Autorun conçu par Thomas Chopitea (@Tomchop) est un des plugins tiers les plus intéressants à utiliser lors d’une analyse d’un dump de mémoire. Ce plugin va repérer et afficher toutes les applications et processus en mémoire qui tournent de manière persistante sur le système c’est-à-dire qui sont capables de se relancer après un redémarrage.

Ces points de persistance peuvent êtres multiples :

  • Cela peut être des clés de registre se trouvant dans les clés de type « Run » ou « RunOnce »

  • Des services Windows

  • Des patchs de rétrocompatibilité pour supporter des applications conçues pour d’anciennes versions de Windows. Ces patchs peuvent contenir des DLLs malveillants

  • L’ajout de chemins d’applications dans les clés (Shell, Userinit) gérant l’ouverture et la fermeture des sessions Windows (Winlogon)

  • Des logiciels cachés dans le Planificateur de tâches Windows permettant de programmer le démarrage de programmes ou de scripts à des temps prédéfinis ou après certains intervalles prédéfinis.

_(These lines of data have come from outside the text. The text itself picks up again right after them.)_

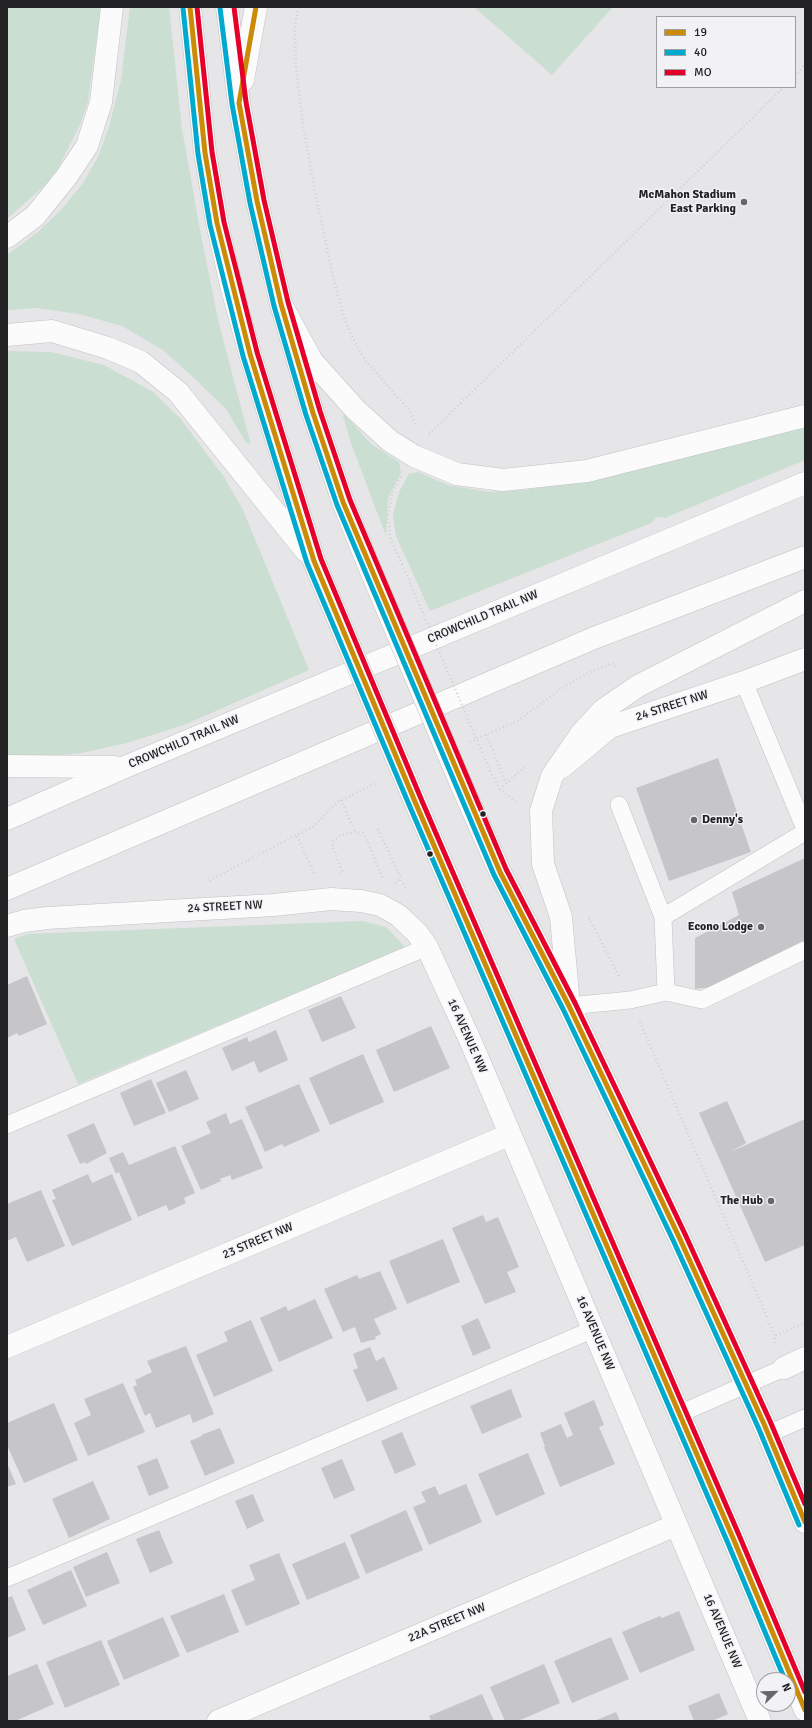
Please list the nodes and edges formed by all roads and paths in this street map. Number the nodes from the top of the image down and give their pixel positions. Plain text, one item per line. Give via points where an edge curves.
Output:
1 (112, 7) edge
2 (190, 7) edge
3 (227, 7) edge
4 (256, 7) edge
5 (298, 7) edge
6 (805, 65) edge
7 (796, 75) edge
8 (783, 88) edge
9 (239, 103) junction
10 (7, 237) edge
11 (280, 304) junction
12 (7, 335) edge
13 (805, 416) edge
14 (416, 426) dead end
15 (426, 437) dead end
16 (402, 476) dead end
17 (805, 483) edge
18 (805, 556) edge
19 (314, 560) junction
20 (805, 600) edge
21 (805, 659) edge
22 (617, 670) dead end
23 (744, 682) junction
24 (533, 760) dead end
25 (7, 766) edge
26 (125, 767) junction
27 (552, 776) junction
28 (506, 784) junction
29 (500, 789) junction
30 (345, 798) dead end
31 (341, 800) junction
32 (619, 805) dead end
33 (521, 806) dead end
34 (7, 819) edge
35 (378, 830) dead end
36 (805, 831) edge
37 (355, 832) junction
38 (297, 836) junction
39 (333, 876) dead end
40 (316, 877) dead end
41 (400, 879) junction
42 (385, 882) dead end
43 (389, 883) dead end
44 (206, 886) dead end
45 (7, 889) edge
46 (406, 890) dead end
47 (585, 911) dead end
48 (663, 917) junction
49 (7, 926) edge
50 (427, 947) junction
51 (805, 950) edge
52 (666, 992) junction
53 (630, 1000) junction
54 (569, 1006) junction
55 (7, 1125) edge
56 (509, 1135) junction
57 (805, 1324) edge
58 (594, 1329) junction
59 (775, 1336) junction
60 (7, 1347) edge
61 (775, 1347) dead end
62 (805, 1358) edge
63 (784, 1368) joint
64 (746, 1384) junction
65 (679, 1414) junction
66 (805, 1418) edge
67 (768, 1434) junction
68 (805, 1522) edge
69 (676, 1525) junction
70 (7, 1578) edge
71 (805, 1710) edge
72 (755, 1719) edge
73 (218, 1721) edge

1 - 10 main road via 101,102 86,146 67,176 35,216
2 - 19 main road via 206,154 217,223 250,354
3 - 9 main road
4 - 9 main road
5 - 14 path via 295,28 296,69 304,130 320,217 344,317 366,361 410,411
6 - 7 path
8 - 15 path
9 - 11 main road
11 - 13 main road via 312,362 355,409 390,441 414,456 457,474 503,480 587,471
11 - 54 main road, bridge via 343,502 373,576 500,872
12 - 19 main road via 52,331 108,348 141,362 178,392
16 - 29 path, bridge via 392,493 388,515 390,537 490,772
17 - 26 main road, CROWCHILD TRAIL NW
18 - 45 main road via 594,638
19 - 65 main road, bridge via 416,804
20 - 27 main road via 638,686 609,706 581,734
21 - 23 main road, 24 STREET NW
22 - 28 path via 614,663 590,672 565,686 519,720 486,736
23 - 27 main road, 24 STREET NW via 610,727
23 - 36 lane
24 - 28 path
25 - 26 main road
26 - 34 main road, CROWCHILD TRAIL NW
27 - 54 main road via 541,811 543,864 561,917
28 - 29 path
29 - 33 path
30 - 31 path
31 - 37 path
31 - 38 path via 314,826
32 - 48 lane
35 - 41 path
36 - 48 lane
37 - 39 path via 340,835 334,840 332,846 342,871
37 - 42 path via 363,834
38 - 40 path
38 - 44 path via 212,879
41 - 43 path via 393,884
41 - 46 path
47 - 53 path
48 - 52 lane
49 - 50 main road, 24 STREET NW via 47,918 274,905 331,899 354,900 380,905 398,915
50 - 55 lane
50 - 56 main road, 16 AVENUE NW via 470,1040
51 - 52 lane via 702,1000
52 - 53 lane
53 - 54 lane
53 - 59 path
54 - 64 main road
56 - 58 main road, 16 AVENUE NW
56 - 60 main road, 23 STREET NW
57 - 59 path
58 - 69 main road, 16 AVENUE NW
58 - 70 lane
59 - 61 path
62 - 63 main road
63 - 64 lane
64 - 65 lane
64 - 67 main road
65 - 71 main road
66 - 67 lane
67 - 68 main road
69 - 72 main road, 16 AVENUE NW
69 - 73 main road, 22A STREET NW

https://github.com/tomchop/volatility-autoruns

Telindus CSIRT

Ce portage permet d’apporter :

  • Une compatibilité de l’outil avec Volatility 3 

  • Un gain non négligeable au niveau du temps d’analyse

  • Une exportation des résultats sous différents formats tel que JSON, CSV, etc…

 

Ce portage a été mis à disposition de la communauté sur le GitHub du CSIRT de Telindus ( https://github.com/Telindus-CSIRT/volatility3-autoruns ) avec en supplément une publication sur le compte Twitter de celui-ci :

https://twitter.com/TelindusCSIRT/status/1413416541887008773

La publication de cet outil devrait permettre ainsi à la communauté de faciliter leur migration sur la nouvelle version de Volatility pour ainsi obtenir les avantages qu’elle apporte. Elle permettra aussi à la communauté d’apporter des améliorations sur celle-ci grâce à sa publication sur le GitHub de Telindus afin de rendre les analyses encore plus pertinentes.